Items listed in a dataset:
┄┄┄┄┄┄┄┄┄┄
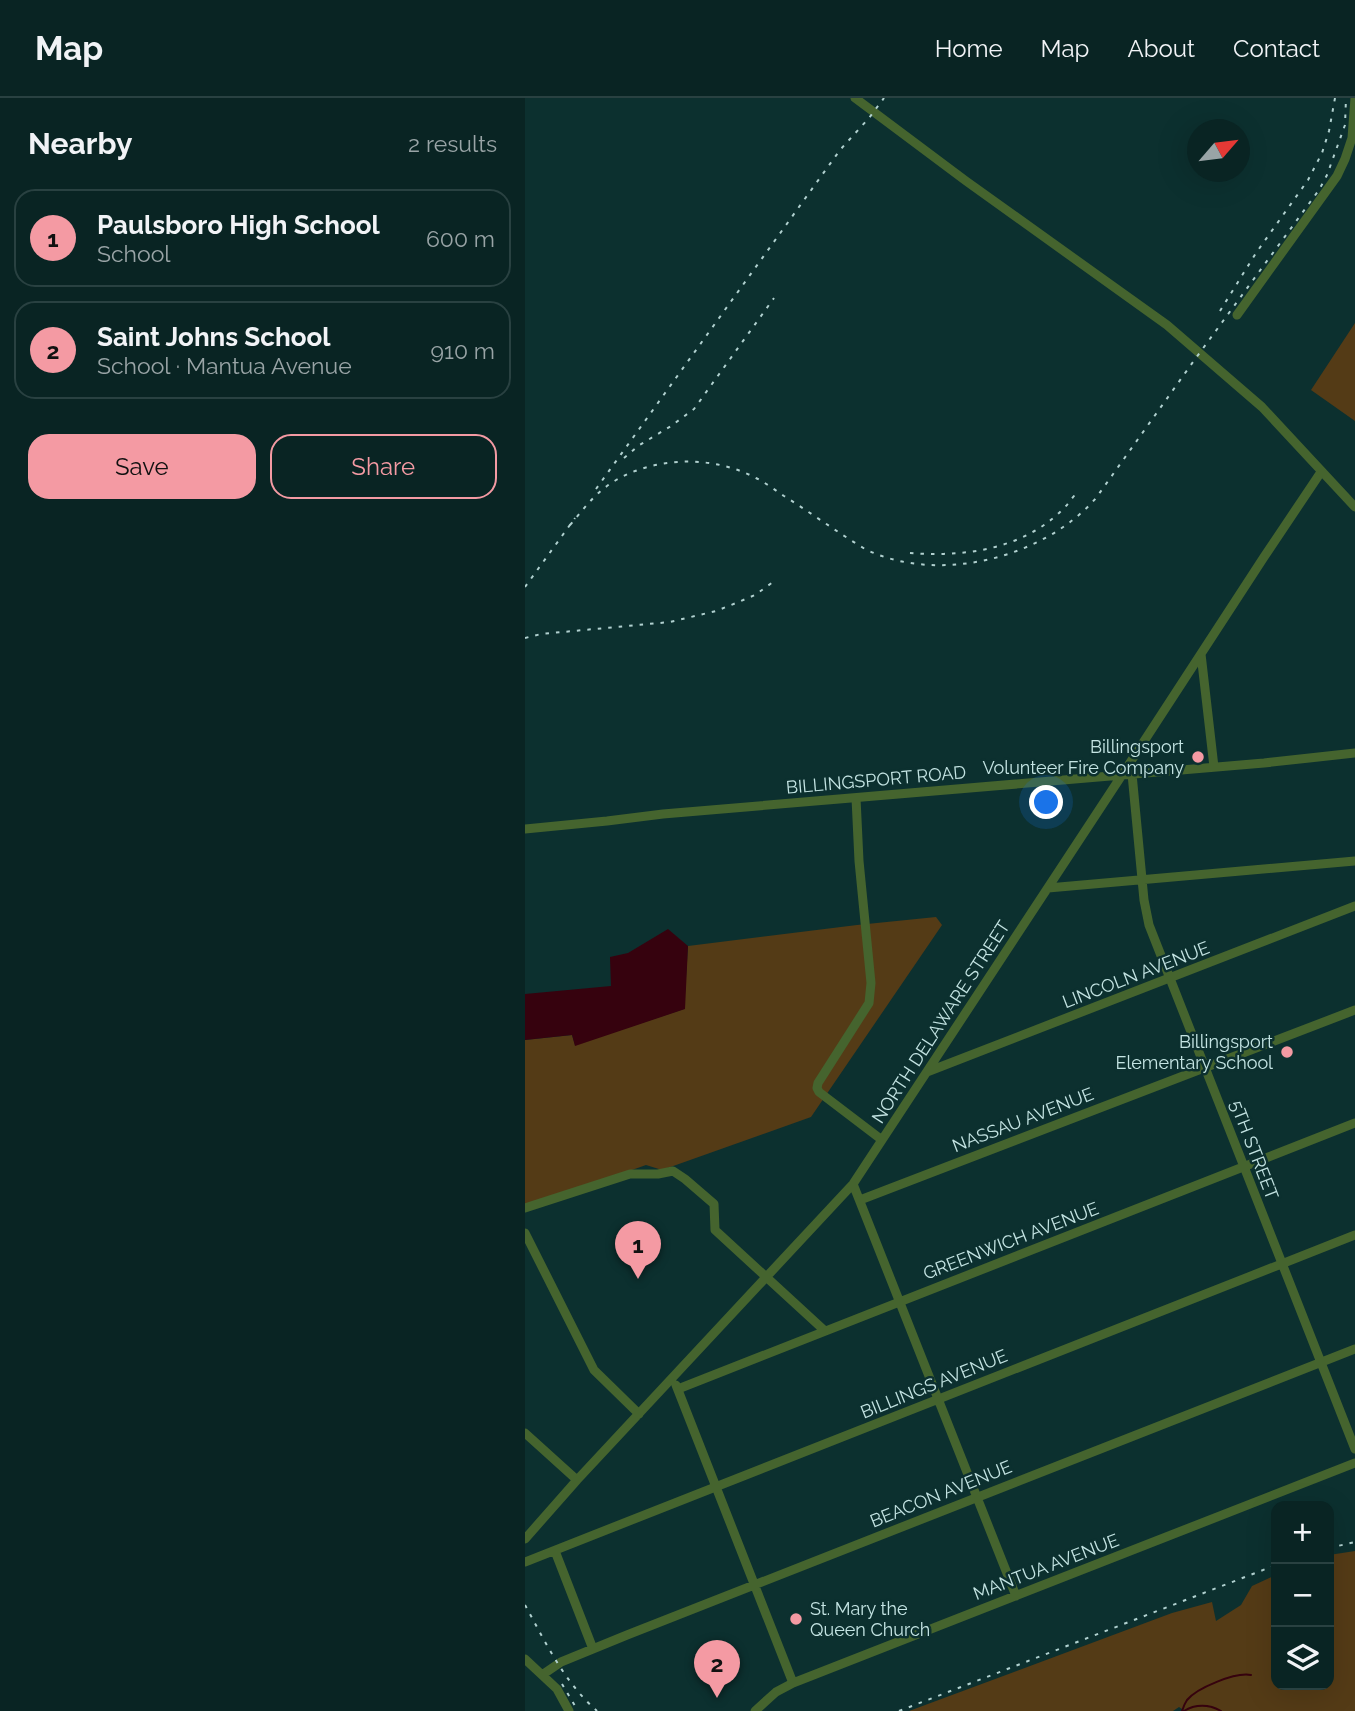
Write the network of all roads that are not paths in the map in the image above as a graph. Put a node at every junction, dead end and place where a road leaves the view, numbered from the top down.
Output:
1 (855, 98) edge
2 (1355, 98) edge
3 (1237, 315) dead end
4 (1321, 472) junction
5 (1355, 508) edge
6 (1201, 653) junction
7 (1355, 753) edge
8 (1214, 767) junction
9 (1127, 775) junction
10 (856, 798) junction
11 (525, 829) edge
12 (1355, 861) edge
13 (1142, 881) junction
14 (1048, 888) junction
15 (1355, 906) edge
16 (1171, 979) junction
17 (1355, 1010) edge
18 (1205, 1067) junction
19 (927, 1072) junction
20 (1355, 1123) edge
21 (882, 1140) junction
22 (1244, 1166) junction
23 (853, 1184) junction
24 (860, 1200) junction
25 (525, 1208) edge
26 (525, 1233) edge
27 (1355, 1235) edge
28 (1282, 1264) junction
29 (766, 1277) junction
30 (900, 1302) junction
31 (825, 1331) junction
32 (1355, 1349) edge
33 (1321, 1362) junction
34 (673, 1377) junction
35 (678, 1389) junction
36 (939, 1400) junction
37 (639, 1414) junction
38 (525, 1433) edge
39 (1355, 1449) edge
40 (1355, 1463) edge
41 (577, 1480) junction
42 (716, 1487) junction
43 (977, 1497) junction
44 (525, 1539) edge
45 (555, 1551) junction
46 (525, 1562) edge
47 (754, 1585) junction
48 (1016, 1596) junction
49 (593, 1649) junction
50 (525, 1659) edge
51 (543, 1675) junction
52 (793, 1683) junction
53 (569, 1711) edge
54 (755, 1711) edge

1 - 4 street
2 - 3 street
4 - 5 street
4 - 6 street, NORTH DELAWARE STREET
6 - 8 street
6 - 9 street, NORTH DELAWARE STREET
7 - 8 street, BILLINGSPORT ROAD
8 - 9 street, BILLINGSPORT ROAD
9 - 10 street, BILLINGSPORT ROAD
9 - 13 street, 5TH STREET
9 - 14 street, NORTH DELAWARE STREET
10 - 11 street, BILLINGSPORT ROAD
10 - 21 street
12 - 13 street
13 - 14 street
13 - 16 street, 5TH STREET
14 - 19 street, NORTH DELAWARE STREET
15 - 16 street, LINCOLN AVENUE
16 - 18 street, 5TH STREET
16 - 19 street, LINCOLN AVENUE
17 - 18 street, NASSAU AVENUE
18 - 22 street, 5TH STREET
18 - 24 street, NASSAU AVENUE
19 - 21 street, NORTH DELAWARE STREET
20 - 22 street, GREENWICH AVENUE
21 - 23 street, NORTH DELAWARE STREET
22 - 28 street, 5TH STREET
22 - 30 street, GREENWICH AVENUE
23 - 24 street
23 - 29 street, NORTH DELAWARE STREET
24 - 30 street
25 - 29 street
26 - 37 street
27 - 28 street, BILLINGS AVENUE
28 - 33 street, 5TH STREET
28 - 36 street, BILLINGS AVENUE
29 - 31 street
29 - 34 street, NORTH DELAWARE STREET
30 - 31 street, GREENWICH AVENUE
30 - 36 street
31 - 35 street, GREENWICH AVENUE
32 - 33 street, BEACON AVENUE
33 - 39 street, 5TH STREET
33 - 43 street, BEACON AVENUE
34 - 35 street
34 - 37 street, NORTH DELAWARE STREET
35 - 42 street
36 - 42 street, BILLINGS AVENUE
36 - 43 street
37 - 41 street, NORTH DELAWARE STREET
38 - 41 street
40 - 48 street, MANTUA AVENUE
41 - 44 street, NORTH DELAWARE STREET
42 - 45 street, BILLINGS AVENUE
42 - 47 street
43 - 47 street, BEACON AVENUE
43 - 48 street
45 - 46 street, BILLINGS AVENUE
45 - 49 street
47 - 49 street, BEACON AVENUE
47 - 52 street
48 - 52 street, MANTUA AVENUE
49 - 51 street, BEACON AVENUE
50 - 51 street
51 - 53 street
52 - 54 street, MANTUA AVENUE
┄┄┄┄┄┄┄┄┄┄
• **Work task**:
Report every line of the entries that carries the word "NORTH".

• **Final answer**:
4 - 6 street, NORTH DELAWARE STREET
6 - 9 street, NORTH DELAWARE STREET
9 - 14 street, NORTH DELAWARE STREET
14 - 19 street, NORTH DELAWARE STREET
19 - 21 street, NORTH DELAWARE STREET
21 - 23 street, NORTH DELAWARE STREET
23 - 29 street, NORTH DELAWARE STREET
29 - 34 street, NORTH DELAWARE STREET
34 - 37 street, NORTH DELAWARE STREET
37 - 41 street, NORTH DELAWARE STREET
41 - 44 street, NORTH DELAWARE STREET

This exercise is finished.